Gabriel intentó que los peldaños no crujieran mientras bajaba el último tramo de escalera. En la planta baja, una puerta abierta conducía a un comedor donde había una larga mesa y sillas de alto respaldo. En un aparador había un frutero con frutas de cera. Cruzó el pasillo y pasó por un estudio con sillones de cuero y una solitaria lámpara de lectura. Luego, entró en el recibidor de atrás.

Vio a una mujer sentada de espaldas a la entrada tocando un piano de pared. Llevaba una larga falda negra y una blusa color lavanda con puños de encaje. Tenía los grises cabellos recogidos en la nuca. Gabriel dio un paso hacia la mujer, pero el suelo crujió, y ella miró por encima del hombro. Su rostro lo sorprendió: era pálido y cadavérico, como si la hubieran encerrado en la casa para que muriera de hambre. Sólo en los ojos había rastro de vida: brillantes e intensos, miraron fijamente a Gabriel. Parecía sorprendida pero no asustada por la repentina aparición de un desconocido en su casa.

—¿Quién es usted? —preguntó la mujer—. No lo había visto antes.

—Me llamo Gabriel. ¿Podría decirme el nombre de este lugar?

La falda hizo un ruido susurrante cuando ella se acercó.

—Parece usted diferente, Gabriel.
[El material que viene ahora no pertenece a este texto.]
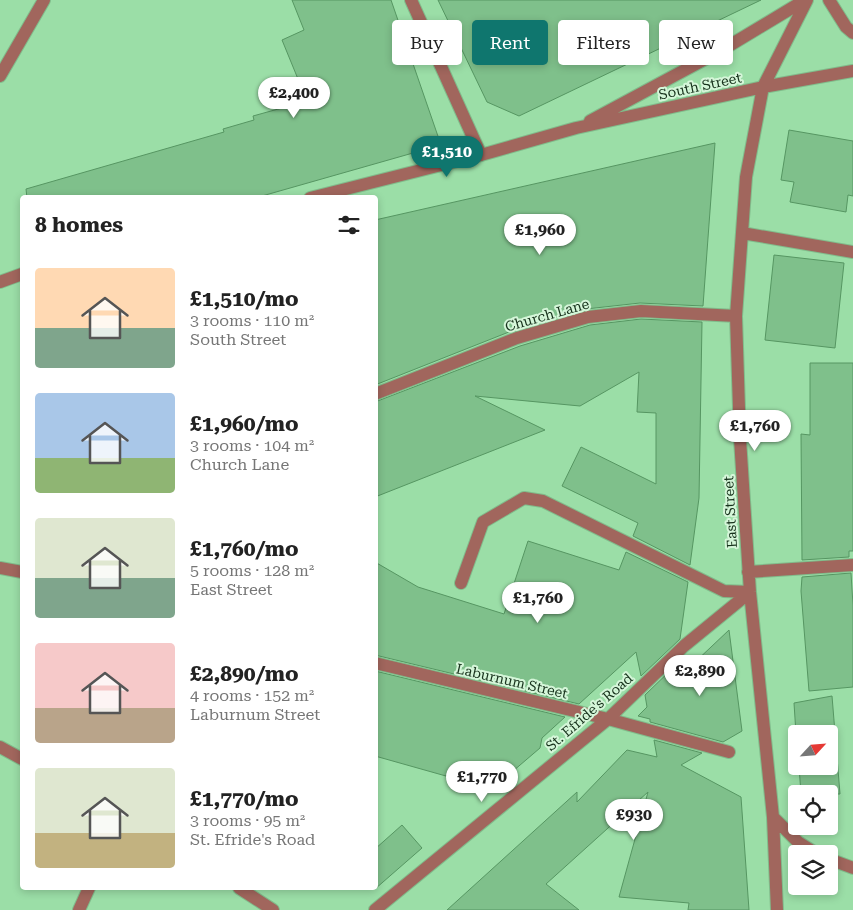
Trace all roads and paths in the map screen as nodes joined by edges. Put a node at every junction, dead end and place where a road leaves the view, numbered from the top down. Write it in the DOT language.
graph roads {
  1 [pos="44,0"];
  2 [pos="411,0"];
  3 [pos="806,0"];
  4 [pos="828,0"];
  5 [pos="853,33"];
  6 [pos="853,71"];
  7 [pos="0,76"];
  8 [pos="763,87"];
  9 [pos="576,128"];
  10 [pos="481,155"];
  11 [pos="322,195"];
  12 [pos="742,234"];
  13 [pos="853,252"];
  14 [pos="20,275"];
  15 [pos="0,282"];
  16 [pos="736,316"];
  17 [pos="378,393"];
  18 [pos="853,565"];
  19 [pos="0,568"];
  20 [pos="20,572"];
  21 [pos="748,572"];
  22 [pos="461,583"];
  23 [pos="750,592"];
  24 [pos="378,664"];
  25 [pos="608,719"];
  26 [pos="0,747"];
  27 [pos="728,752"];
  28 [pos="20,758"];
  29 [pos="773,817"];
  30 [pos="803,845"];
  31 [pos="838,862"];
  32 [pos="853,868"];
  33 [pos="88,890"];
  34 [pos="242,890"];
  35 [pos="79,910"];
  36 [pos="273,910"];
  37 [pos="375,910"];
  38 [pos="776,910"];
  1 -- 7 [label="street"];
  2 -- 10 [label="street"];
  3 -- 8 [label="street, South Street"];
  3 -- 9 [label="street, South Street"];
  4 -- 5 [label="street"];
  6 -- 8 [label="street"];
  8 -- 9 [label="street, South Street"];
  8 -- 12 [label="street, East Street"];
  9 -- 10 [label="street, South Street"];
  10 -- 11 [label="street, South Street"];
  12 -- 13 [label="street"];
  12 -- 16 [label="street, East Street"];
  14 -- 15 [label="street"];
  16 -- 17 [label="street, Church Lane"];
  16 -- 21 [label="street, East Street"];
  18 -- 21 [label="street"];
  19 -- 20 [label="street"];
  21 -- 23 [label="street, East Street"];
  22 -- 23 [label="street"];
  23 -- 25 [label="street, St. Efride's Road"];
  23 -- 29 [label="street, East Street"];
  24 -- 25 [label="street, Laburnum Street"];
  25 -- 27 [label="street, Laburnum Street"];
  25 -- 37 [label="street, St. Efride's Road"];
  26 -- 28 [label="street"];
  29 -- 30 [label="street"];
  29 -- 38 [label="street, East Street"];
  31 -- 32 [label="street"];
  33 -- 35 [label="street"];
  34 -- 36 [label="street"];
}
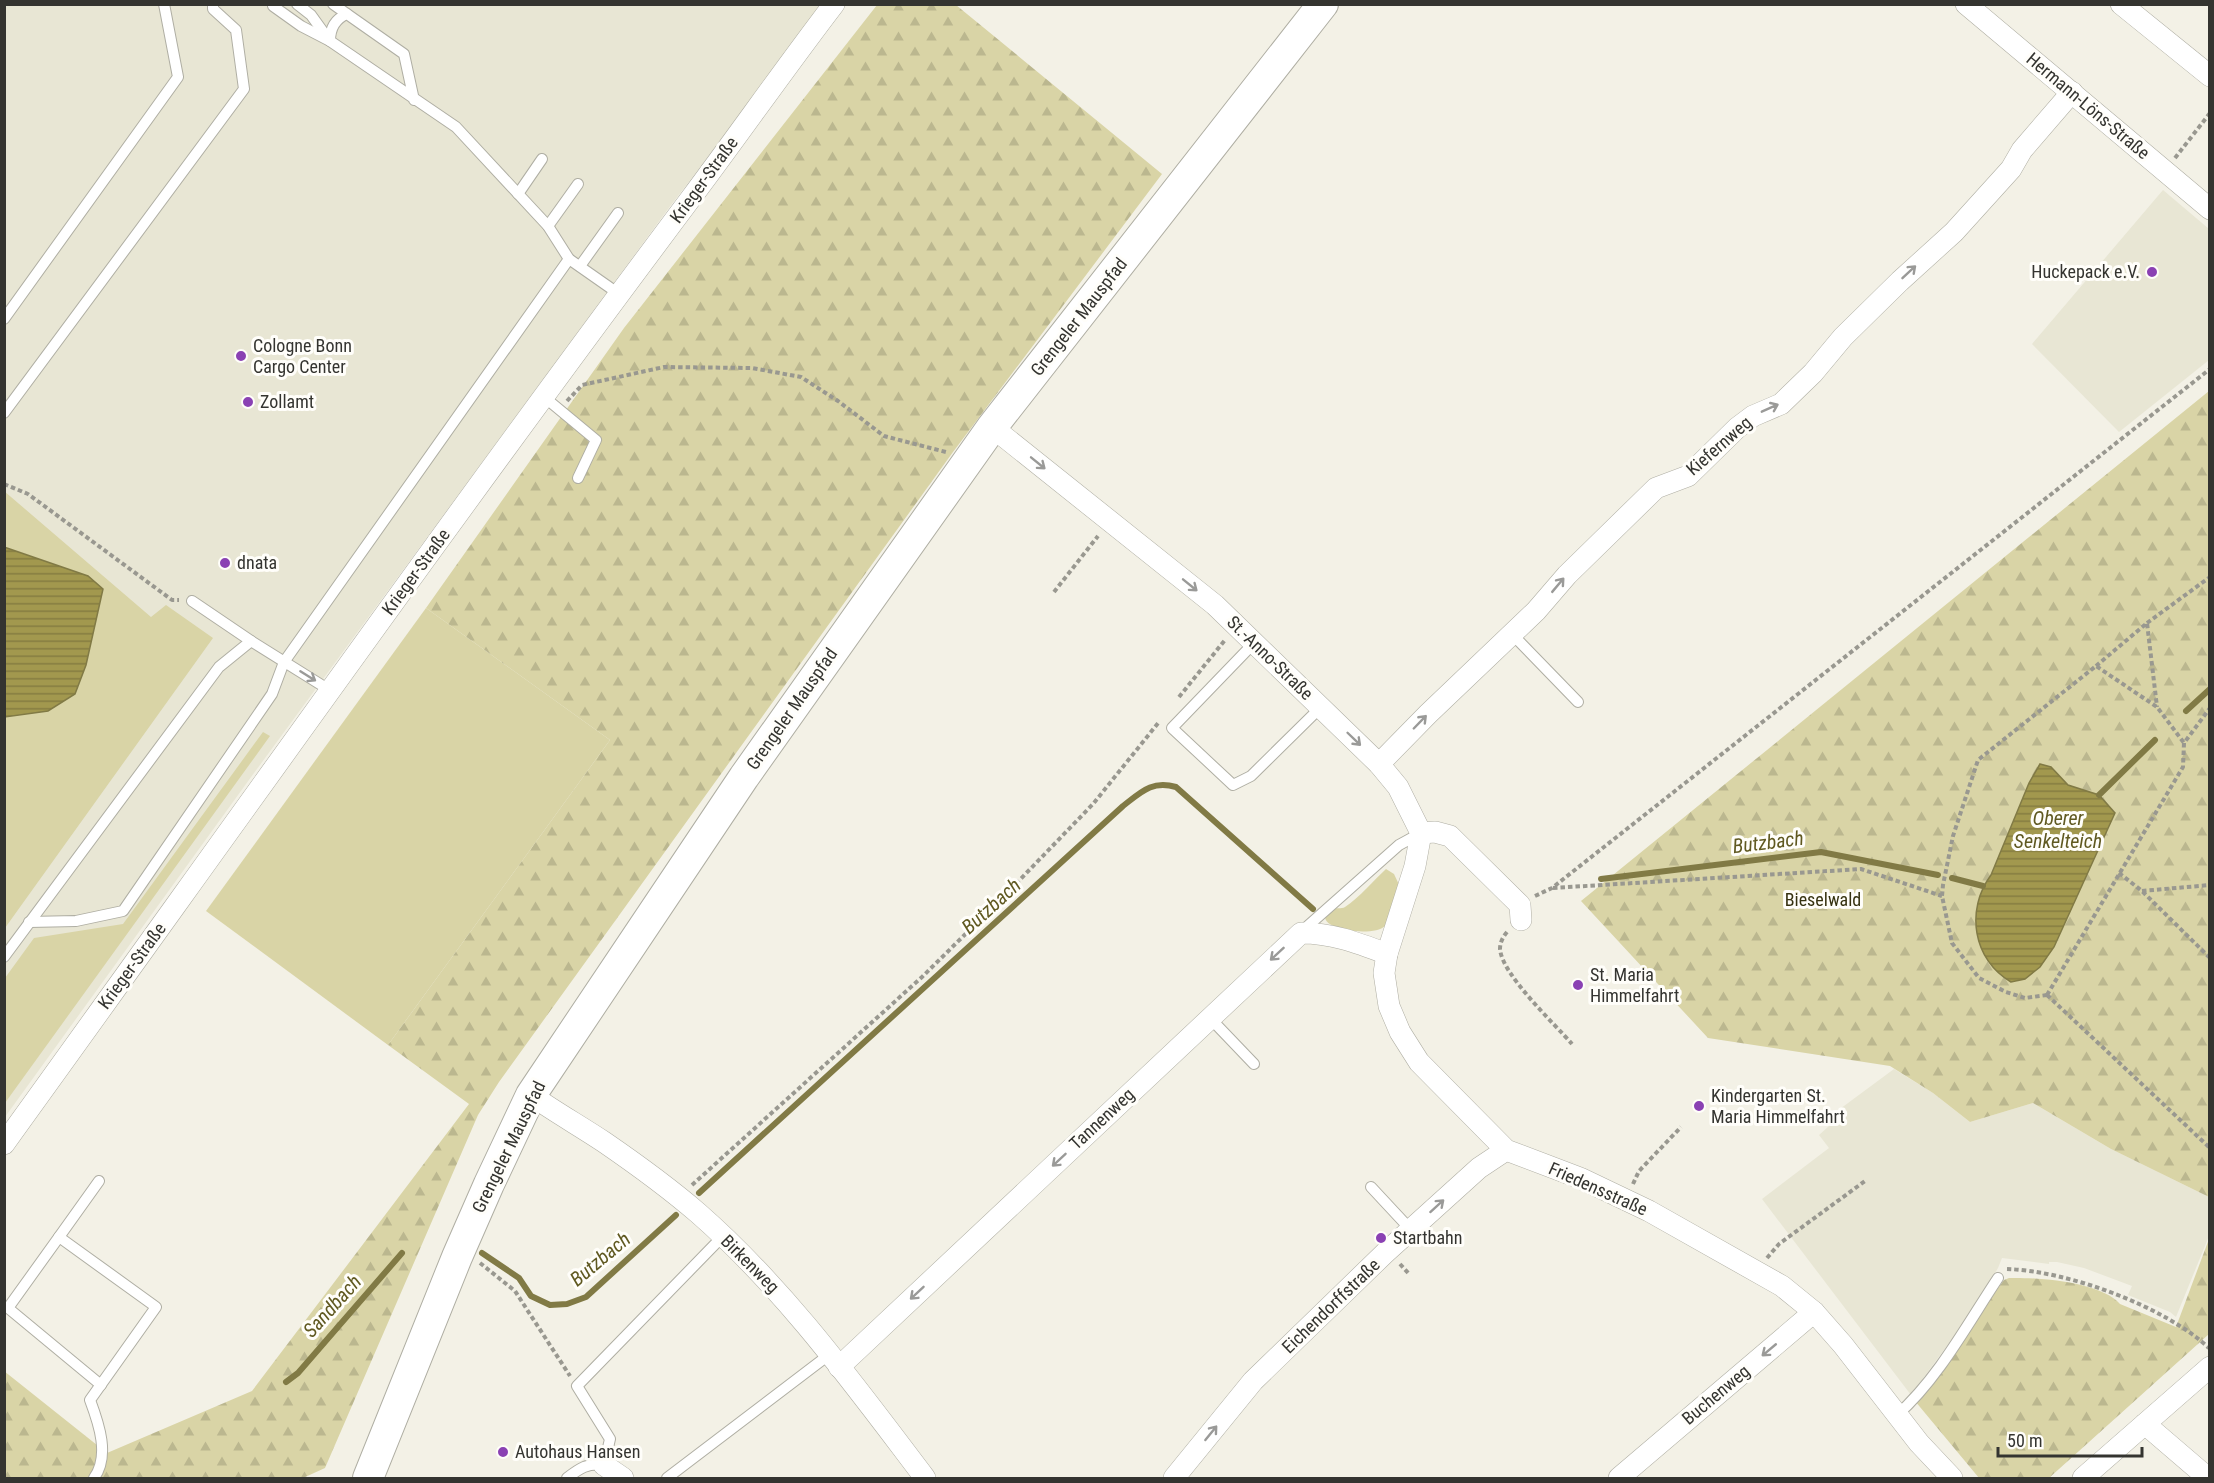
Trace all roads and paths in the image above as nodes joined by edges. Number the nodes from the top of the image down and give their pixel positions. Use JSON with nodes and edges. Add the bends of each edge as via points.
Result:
{"nodes":[{"id":1,"x":164,"y":4,"type":"edge"},
{"id":2,"x":213,"y":4,"type":"edge"},
{"id":3,"x":297,"y":4,"type":"edge"},
{"id":4,"x":333,"y":4,"type":"edge"},
{"id":5,"x":834,"y":4,"type":"edge"},
{"id":6,"x":1323,"y":4,"type":"edge"},
{"id":7,"x":1966,"y":4,"type":"edge"},
{"id":8,"x":2121,"y":4,"type":"edge"},
{"id":9,"x":273,"y":6,"type":"edge"},
{"id":10,"x":347,"y":14,"type":"junction"},
{"id":11,"x":330,"y":41,"type":"junction"},
{"id":12,"x":2210,"y":76,"type":"edge"},
{"id":13,"x":2072,"y":92,"type":"junction"},
{"id":14,"x":414,"y":100,"type":"junction"},
{"id":15,"x":2210,"y":113,"type":"edge"},
{"id":16,"x":542,"y":159,"type":"dead end"},
{"id":17,"x":2165,"y":171,"type":"junction"},
{"id":18,"x":578,"y":184,"type":"dead end"},
{"id":19,"x":518,"y":194,"type":"junction"},
{"id":20,"x":2210,"y":209,"type":"edge"},
{"id":21,"x":618,"y":213,"type":"dead end"},
{"id":22,"x":548,"y":226,"type":"junction"},
{"id":23,"x":568,"y":259,"type":"junction"},
{"id":24,"x":580,"y":266,"type":"junction"},
{"id":25,"x":619,"y":294,"type":"junction"},
{"id":26,"x":6,"y":313,"type":"edge"},
{"id":27,"x":2210,"y":369,"type":"edge"},
{"id":28,"x":549,"y":402,"type":"junction"},
{"id":29,"x":4,"y":413,"type":"edge"},
{"id":30,"x":992,"y":428,"type":"junction"},
{"id":31,"x":953,"y":454,"type":"dead end"},
{"id":32,"x":578,"y":478,"type":"dead end"},
{"id":33,"x":4,"y":484,"type":"edge"},
{"id":34,"x":1110,"y":521,"type":"junction"},
{"id":35,"x":2210,"y":577,"type":"edge"},
{"id":36,"x":1054,"y":591,"type":"dead end"},
{"id":37,"x":192,"y":601,"type":"joint"},
{"id":38,"x":2147,"y":623,"type":"junction"},
{"id":39,"x":1236,"y":626,"type":"junction"},
{"id":40,"x":1512,"y":634,"type":"junction"},
{"id":41,"x":251,"y":641,"type":"junction"},
{"id":42,"x":1254,"y":643,"type":"junction"},
{"id":43,"x":284,"y":662,"type":"junction"},
{"id":44,"x":2096,"y":666,"type":"junction"},
{"id":45,"x":331,"y":691,"type":"junction"},
{"id":46,"x":1578,"y":702,"type":"dead end"},
{"id":47,"x":1172,"y":706,"type":"dead end"},
{"id":48,"x":1321,"y":708,"type":"junction"},
{"id":49,"x":2157,"y":708,"type":"junction"},
{"id":50,"x":2210,"y":708,"type":"edge"},
{"id":51,"x":1165,"y":715,"type":"dead end"},
{"id":52,"x":2184,"y":743,"type":"junction"},
{"id":53,"x":1379,"y":764,"type":"junction"},
{"id":54,"x":1421,"y":833,"type":"junction"},
{"id":55,"x":2119,"y":873,"type":"junction"},
{"id":56,"x":2210,"y":885,"type":"edge"},
{"id":57,"x":2142,"y":891,"type":"junction"},
{"id":58,"x":1942,"y":896,"type":"junction"},
{"id":59,"x":1520,"y":912,"type":"joint"},
{"id":60,"x":29,"y":922,"type":"junction"},
{"id":61,"x":1301,"y":933,"type":"junction"},
{"id":62,"x":1387,"y":954,"type":"junction"},
{"id":63,"x":4,"y":957,"type":"edge"},
{"id":64,"x":2210,"y":958,"type":"edge"},
{"id":65,"x":2047,"y":995,"type":"junction"},
{"id":66,"x":1210,"y":1018,"type":"junction"},
{"id":67,"x":1572,"y":1044,"type":"dead end"},
{"id":68,"x":1254,"y":1064,"type":"dead end"},
{"id":69,"x":531,"y":1095,"type":"junction"},
{"id":70,"x":1681,"y":1127,"type":"dead end"},
{"id":71,"x":4,"y":1144,"type":"edge"},
{"id":72,"x":2210,"y":1148,"type":"edge"},
{"id":73,"x":1506,"y":1150,"type":"junction"},
{"id":74,"x":99,"y":1181,"type":"dead end"},
{"id":75,"x":1865,"y":1181,"type":"dead end"},
{"id":76,"x":1371,"y":1187,"type":"dead end"},
{"id":77,"x":677,"y":1196,"type":"junction"},
{"id":78,"x":1626,"y":1200,"type":"junction"},
{"id":79,"x":1411,"y":1230,"type":"junction"},
{"id":80,"x":723,"y":1236,"type":"junction"},
{"id":81,"x":59,"y":1237,"type":"junction"},
{"id":82,"x":471,"y":1258,"type":"dead end"},
{"id":83,"x":1760,"y":1274,"type":"junction"},
{"id":84,"x":1998,"y":1278,"type":"joint"},
{"id":85,"x":1814,"y":1312,"type":"junction"},
{"id":86,"x":2210,"y":1348,"type":"edge"},
{"id":87,"x":834,"y":1360,"type":"junction"},
{"id":88,"x":2210,"y":1367,"type":"edge"},
{"id":89,"x":101,"y":1385,"type":"junction"},
{"id":90,"x":577,"y":1386,"type":"junction"},
{"id":91,"x":1897,"y":1415,"type":"junction"},
{"id":92,"x":2145,"y":1424,"type":"junction"},
{"id":93,"x":604,"y":1465,"type":"junction"},
{"id":94,"x":921,"y":1477,"type":"edge"},
{"id":95,"x":94,"y":1479,"type":"edge"},
{"id":96,"x":368,"y":1479,"type":"edge"},
{"id":97,"x":567,"y":1479,"type":"edge"},
{"id":98,"x":624,"y":1479,"type":"edge"},
{"id":99,"x":667,"y":1479,"type":"edge"},
{"id":100,"x":1174,"y":1479,"type":"edge"},
{"id":101,"x":1619,"y":1479,"type":"edge"},
{"id":102,"x":1952,"y":1479,"type":"edge"},
{"id":103,"x":2083,"y":1479,"type":"edge"},
{"id":104,"x":2208,"y":1479,"type":"edge"}],
"edges":[{"from":1,"to":26,"type":"lane","via":[[178,77]]},
{"from":2,"to":29,"type":"lane","via":[[213,9],[236,30],[243,89]]},
{"from":3,"to":11,"type":"lane","via":[[311,15]]},
{"from":4,"to":10,"type":"lane"},
{"from":5,"to":25,"type":"street","name":"Krieger-Straße"},
{"from":6,"to":30,"type":"main road","name":"Grengeler Mauspfad"},
{"from":7,"to":13,"type":"street","name":"Hermann-Löns-Straße"},
{"from":8,"to":12,"type":"street"},
{"from":9,"to":11,"type":"lane"},
{"from":10,"to":11,"type":"lane","via":[[330,31]]},
{"from":10,"to":14,"type":"lane","via":[[404,54]]},
{"from":11,"to":14,"type":"lane"},
{"from":13,"to":17,"type":"street","name":"Hermann-Löns-Straße"},
{"from":40,"to":13,"type":"street","name":"Kiefernweg","one_way":true,"via":[[1656,488],[1688,476],[1737,428],[1780,404],[1813,373],[1851,329],[1954,232]]},
{"from":14,"to":19,"type":"lane","via":[[456,127]]},
{"from":15,"to":17,"type":"path"},
{"from":16,"to":19,"type":"lane"},
{"from":17,"to":20,"type":"street","name":"Hermann-Löns-Straße"},
{"from":18,"to":22,"type":"lane"},
{"from":19,"to":22,"type":"lane"},
{"from":21,"to":24,"type":"lane"},
{"from":22,"to":23,"type":"lane"},
{"from":23,"to":24,"type":"lane"},
{"from":23,"to":43,"type":"lane"},
{"from":24,"to":25,"type":"lane"},
{"from":25,"to":28,"type":"street","name":"Krieger-Straße"},
{"from":27,"to":58,"type":"path","via":[[1552,888],[1862,869]]},
{"from":28,"to":31,"type":"path","via":[[569,400],[582,385],[664,367],[752,368],[801,377],[884,436]]},
{"from":28,"to":32,"type":"lane","via":[[596,440]]},
{"from":28,"to":45,"type":"street","name":"Krieger-Straße"},
{"from":30,"to":34,"type":"street","name":"St.-Anno-Straße","one_way":true},
{"from":30,"to":69,"type":"main road","name":"Grengeler Mauspfad","via":[[744,777]]},
{"from":33,"to":37,"type":"path","via":[[28,494],[172,600]]},
{"from":34,"to":36,"type":"path"},
{"from":34,"to":39,"type":"street","name":"St.-Anno-Straße","one_way":true},
{"from":35,"to":38,"type":"path"},
{"from":37,"to":41,"type":"lane"},
{"from":38,"to":44,"type":"path"},
{"from":38,"to":49,"type":"path"},
{"from":39,"to":42,"type":"street","name":"St.-Anno-Straße"},
{"from":39,"to":47,"type":"path"},
{"from":40,"to":46,"type":"lane"},
{"from":53,"to":40,"type":"street","name":"Kiefernweg","one_way":true},
{"from":41,"to":43,"type":"lane"},
{"from":41,"to":60,"type":"lane","via":[[219,667]]},
{"from":42,"to":48,"type":"street","name":"St.-Anno-Straße"},
{"from":42,"to":48,"type":"lane","via":[[1172,728],[1233,785],[1251,776]]},
{"from":43,"to":45,"type":"lane","one_way":true},
{"from":43,"to":60,"type":"lane","via":[[272,694],[123,911],[76,921]]},
{"from":44,"to":49,"type":"path"},
{"from":44,"to":58,"type":"path","via":[[1978,760],[1953,836]]},
{"from":45,"to":71,"type":"street","name":"Krieger-Straße"},
{"from":48,"to":53,"type":"street","name":"St.-Anno-Straße","one_way":true},
{"from":49,"to":52,"type":"path"},
{"from":50,"to":52,"type":"path"},
{"from":51,"to":77,"type":"path","via":[[1093,804],[922,977]]},
{"from":52,"to":55,"type":"path","via":[[2183,767]]},
{"from":53,"to":54,"type":"street","name":"St.-Anno-Straße","via":[[1398,786]]},
{"from":54,"to":59,"type":"street","via":[[1450,836]]},
{"from":54,"to":61,"type":"lane","via":[[1399,845]]},
{"from":54,"to":62,"type":"street","name":"Friedensstraße","via":[[1418,855]]},
{"from":55,"to":57,"type":"path"},
{"from":55,"to":65,"type":"path"},
{"from":56,"to":57,"type":"path"},
{"from":57,"to":64,"type":"path"},
{"from":58,"to":65,"type":"path","via":[[1952,943],[1979,978],[2025,998]]},
{"from":59,"to":67,"type":"path","via":[[1501,942],[1502,958],[1509,973]]},
{"from":60,"to":63,"type":"lane"},
{"from":61,"to":62,"type":"street","via":[[1347,939]]},
{"from":61,"to":66,"type":"street","name":"Tannenweg","one_way":true},
{"from":62,"to":73,"type":"street","name":"Friedensstraße","via":[[1384,973],[1389,1006],[1400,1032],[1419,1062]]},
{"from":65,"to":72,"type":"path"},
{"from":66,"to":68,"type":"lane"},
{"from":66,"to":87,"type":"street","name":"Tannenweg","one_way":true},
{"from":69,"to":77,"type":"street","name":"Birkenweg"},
{"from":69,"to":96,"type":"main road","name":"Grengeler Mauspfad","via":[[457,1257]]},
{"from":70,"to":78,"type":"path","via":[[1639,1171]]},
{"from":73,"to":78,"type":"street","name":"Friedensstraße"},
{"from":79,"to":73,"type":"street","name":"Eichendorffstraße","one_way":true,"via":[[1479,1168]]},
{"from":74,"to":81,"type":"lane"},
{"from":75,"to":83,"type":"path","via":[[1779,1244],[1764,1262]]},
{"from":76,"to":79,"type":"lane"},
{"from":77,"to":80,"type":"street","name":"Birkenweg"},
{"from":78,"to":83,"type":"street","name":"Friedensstraße"},
{"from":100,"to":79,"type":"street","name":"Eichendorffstraße","one_way":true,"via":[[1253,1381]]},
{"from":80,"to":87,"type":"street","name":"Birkenweg","via":[[776,1289]]},
{"from":80,"to":90,"type":"lane"},
{"from":81,"to":89,"type":"lane","via":[[8,1308]]},
{"from":81,"to":89,"type":"lane","via":[[156,1307]]},
{"from":82,"to":90,"type":"path","via":[[515,1290]]},
{"from":83,"to":85,"type":"street","name":"Friedensstraße"},
{"from":84,"to":86,"type":"path","via":[[2007,1269],[2074,1279],[2169,1319]]},
{"from":84,"to":91,"type":"lane","via":[[1944,1359]]},
{"from":85,"to":91,"type":"street","name":"Friedensstraße"},
{"from":85,"to":101,"type":"street","name":"Buchenweg","one_way":true},
{"from":87,"to":94,"type":"street","name":"Birkenweg"},
{"from":87,"to":99,"type":"lane"},
{"from":88,"to":92,"type":"street"},
{"from":89,"to":95,"type":"lane","via":[[90,1400],[100,1429],[101,1468]]},
{"from":90,"to":93,"type":"lane","via":[[610,1439]]},
{"from":91,"to":102,"type":"street","name":"Friedensstraße"},
{"from":92,"to":103,"type":"street"},
{"from":92,"to":104,"type":"street"},
{"from":93,"to":97,"type":"lane","via":[[581,1466]]},
{"from":93,"to":98,"type":"street"}]}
Debe ser nuevo.

—Sí, supongo que sí. —Se apartó de la mujer, pero ella lo siguió—. Lamento estar en su casa.

—Oh, no debe disculparse. —Antes de que él pudiera impedirlo, la mujer lo tomó de la mano y una expresión de asombro apareció en su rostro—. Su piel está caliente —dijo—. ¿Cómo puede ser?

Gabriel intentó apartarse, pero la mujer lo retuvo con una fuerza que no se correspondía con su frágil constitución. Estremeciéndose ligeramente, se inclinó y le besó el dorso de la mano. Gabriel notó el frío contacto de los labios y enseguida un agudo dolor. Apartó la mano de golpe y vio que estaba sangrando.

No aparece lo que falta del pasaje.